Collected data entries
++++++

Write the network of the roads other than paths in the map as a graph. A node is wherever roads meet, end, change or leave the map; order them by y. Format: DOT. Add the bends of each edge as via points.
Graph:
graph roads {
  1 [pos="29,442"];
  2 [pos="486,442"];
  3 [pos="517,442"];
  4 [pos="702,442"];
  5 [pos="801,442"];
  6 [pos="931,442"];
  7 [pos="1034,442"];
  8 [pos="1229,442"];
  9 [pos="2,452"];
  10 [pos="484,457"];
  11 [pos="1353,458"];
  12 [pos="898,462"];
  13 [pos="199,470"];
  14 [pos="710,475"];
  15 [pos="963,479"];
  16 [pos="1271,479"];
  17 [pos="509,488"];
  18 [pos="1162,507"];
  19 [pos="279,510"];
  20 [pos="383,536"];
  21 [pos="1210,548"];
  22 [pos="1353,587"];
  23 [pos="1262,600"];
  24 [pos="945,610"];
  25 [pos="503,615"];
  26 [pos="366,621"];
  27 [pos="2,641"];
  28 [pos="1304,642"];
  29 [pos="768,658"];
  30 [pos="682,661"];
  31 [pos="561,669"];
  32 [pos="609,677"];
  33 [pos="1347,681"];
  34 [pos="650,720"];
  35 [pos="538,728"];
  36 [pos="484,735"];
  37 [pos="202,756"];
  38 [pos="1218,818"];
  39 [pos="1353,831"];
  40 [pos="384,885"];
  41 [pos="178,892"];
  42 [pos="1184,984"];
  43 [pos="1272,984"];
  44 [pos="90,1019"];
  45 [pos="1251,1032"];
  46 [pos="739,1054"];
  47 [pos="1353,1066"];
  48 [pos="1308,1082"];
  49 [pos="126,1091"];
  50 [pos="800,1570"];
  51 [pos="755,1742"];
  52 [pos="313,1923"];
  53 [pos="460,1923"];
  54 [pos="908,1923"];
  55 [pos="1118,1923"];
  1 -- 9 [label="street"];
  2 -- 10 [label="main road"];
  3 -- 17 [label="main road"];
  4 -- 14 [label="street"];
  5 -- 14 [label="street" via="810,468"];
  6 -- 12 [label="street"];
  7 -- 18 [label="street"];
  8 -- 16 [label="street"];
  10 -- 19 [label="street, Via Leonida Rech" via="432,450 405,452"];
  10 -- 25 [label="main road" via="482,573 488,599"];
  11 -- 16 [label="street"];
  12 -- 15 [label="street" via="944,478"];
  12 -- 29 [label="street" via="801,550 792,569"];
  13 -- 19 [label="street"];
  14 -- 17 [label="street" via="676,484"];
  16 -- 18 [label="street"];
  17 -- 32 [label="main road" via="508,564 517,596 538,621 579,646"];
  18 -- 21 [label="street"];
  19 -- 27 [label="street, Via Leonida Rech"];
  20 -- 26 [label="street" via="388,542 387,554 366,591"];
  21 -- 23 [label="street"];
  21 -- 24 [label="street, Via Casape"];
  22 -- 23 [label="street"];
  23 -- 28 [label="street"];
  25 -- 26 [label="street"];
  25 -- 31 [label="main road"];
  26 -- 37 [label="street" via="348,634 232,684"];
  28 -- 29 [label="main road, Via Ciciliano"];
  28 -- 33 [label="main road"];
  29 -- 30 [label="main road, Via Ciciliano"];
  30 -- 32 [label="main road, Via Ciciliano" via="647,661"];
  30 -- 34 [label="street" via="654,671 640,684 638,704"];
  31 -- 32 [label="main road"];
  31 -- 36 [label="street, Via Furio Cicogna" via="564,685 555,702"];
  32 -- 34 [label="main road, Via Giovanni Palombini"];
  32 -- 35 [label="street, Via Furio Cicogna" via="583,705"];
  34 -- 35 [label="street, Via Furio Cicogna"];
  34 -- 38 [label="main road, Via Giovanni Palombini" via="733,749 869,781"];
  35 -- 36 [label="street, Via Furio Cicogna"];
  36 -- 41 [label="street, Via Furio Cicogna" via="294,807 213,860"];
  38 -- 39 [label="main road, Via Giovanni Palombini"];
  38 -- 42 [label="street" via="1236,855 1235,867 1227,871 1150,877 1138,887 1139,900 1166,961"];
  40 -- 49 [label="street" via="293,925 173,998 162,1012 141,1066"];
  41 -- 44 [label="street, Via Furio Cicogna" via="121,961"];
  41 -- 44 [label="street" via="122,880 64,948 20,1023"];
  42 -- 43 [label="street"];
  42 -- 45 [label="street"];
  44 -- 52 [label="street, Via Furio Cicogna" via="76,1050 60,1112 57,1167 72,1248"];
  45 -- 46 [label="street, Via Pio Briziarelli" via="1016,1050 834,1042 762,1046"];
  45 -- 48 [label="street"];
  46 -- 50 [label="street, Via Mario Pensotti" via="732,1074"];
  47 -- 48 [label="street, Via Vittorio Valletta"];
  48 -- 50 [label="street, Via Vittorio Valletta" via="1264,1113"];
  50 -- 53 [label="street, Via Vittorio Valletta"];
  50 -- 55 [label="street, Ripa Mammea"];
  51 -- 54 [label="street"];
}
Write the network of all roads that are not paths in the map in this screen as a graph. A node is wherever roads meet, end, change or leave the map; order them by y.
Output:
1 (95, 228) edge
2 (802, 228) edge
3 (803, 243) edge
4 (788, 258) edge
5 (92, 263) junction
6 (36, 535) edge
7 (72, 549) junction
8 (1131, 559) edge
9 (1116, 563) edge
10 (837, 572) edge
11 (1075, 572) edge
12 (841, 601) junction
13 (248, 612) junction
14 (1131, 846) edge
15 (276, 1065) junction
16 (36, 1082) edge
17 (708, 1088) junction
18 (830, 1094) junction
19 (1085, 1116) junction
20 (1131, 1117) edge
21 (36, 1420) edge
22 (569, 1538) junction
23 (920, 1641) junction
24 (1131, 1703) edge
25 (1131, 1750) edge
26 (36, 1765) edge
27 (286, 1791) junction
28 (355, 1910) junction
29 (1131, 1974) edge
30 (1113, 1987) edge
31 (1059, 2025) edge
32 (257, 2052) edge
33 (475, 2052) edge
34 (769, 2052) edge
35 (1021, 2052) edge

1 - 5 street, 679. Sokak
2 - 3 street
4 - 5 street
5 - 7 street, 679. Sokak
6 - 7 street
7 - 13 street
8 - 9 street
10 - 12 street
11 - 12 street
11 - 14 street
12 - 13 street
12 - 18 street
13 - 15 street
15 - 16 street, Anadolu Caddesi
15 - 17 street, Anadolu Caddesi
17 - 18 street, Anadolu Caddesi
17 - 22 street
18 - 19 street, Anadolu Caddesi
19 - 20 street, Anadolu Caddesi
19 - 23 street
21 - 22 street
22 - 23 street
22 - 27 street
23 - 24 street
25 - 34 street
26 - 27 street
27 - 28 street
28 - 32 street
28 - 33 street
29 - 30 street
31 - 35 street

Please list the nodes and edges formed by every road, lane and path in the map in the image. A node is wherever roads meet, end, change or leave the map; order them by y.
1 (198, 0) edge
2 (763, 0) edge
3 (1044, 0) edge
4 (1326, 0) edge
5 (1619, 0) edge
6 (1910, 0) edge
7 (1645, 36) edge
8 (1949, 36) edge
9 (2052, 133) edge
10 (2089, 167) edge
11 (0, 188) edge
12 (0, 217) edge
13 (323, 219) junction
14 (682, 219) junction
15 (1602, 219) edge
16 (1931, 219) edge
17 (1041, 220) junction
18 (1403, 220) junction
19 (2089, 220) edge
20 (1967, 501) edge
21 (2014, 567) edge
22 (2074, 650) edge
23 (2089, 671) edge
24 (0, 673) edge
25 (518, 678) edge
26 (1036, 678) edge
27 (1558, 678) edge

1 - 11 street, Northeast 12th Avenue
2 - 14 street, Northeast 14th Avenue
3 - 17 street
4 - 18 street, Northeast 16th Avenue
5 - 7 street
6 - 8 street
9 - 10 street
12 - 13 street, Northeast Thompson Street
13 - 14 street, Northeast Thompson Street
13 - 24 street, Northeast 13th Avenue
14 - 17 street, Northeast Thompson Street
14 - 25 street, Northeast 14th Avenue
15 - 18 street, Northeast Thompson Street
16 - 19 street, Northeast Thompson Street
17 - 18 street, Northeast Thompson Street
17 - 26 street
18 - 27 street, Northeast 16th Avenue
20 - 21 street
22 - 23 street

++++++

> **HOW TO COMPLETE THIS TASK**
Please return all lines from the records that hold the word "Cicogna".

> **TASK OUTPUT**
  31 -- 36 [label="street, Via Furio Cicogna" via="564,685 555,702"];
  32 -- 35 [label="street, Via Furio Cicogna" via="583,705"];
  34 -- 35 [label="street, Via Furio Cicogna"];
  35 -- 36 [label="street, Via Furio Cicogna"];
  36 -- 41 [label="street, Via Furio Cicogna" via="294,807 213,860"];
  41 -- 44 [label="street, Via Furio Cicogna" via="121,961"];
  44 -- 52 [label="street, Via Furio Cicogna" via="76,1050 60,1112 57,1167 72,1248"];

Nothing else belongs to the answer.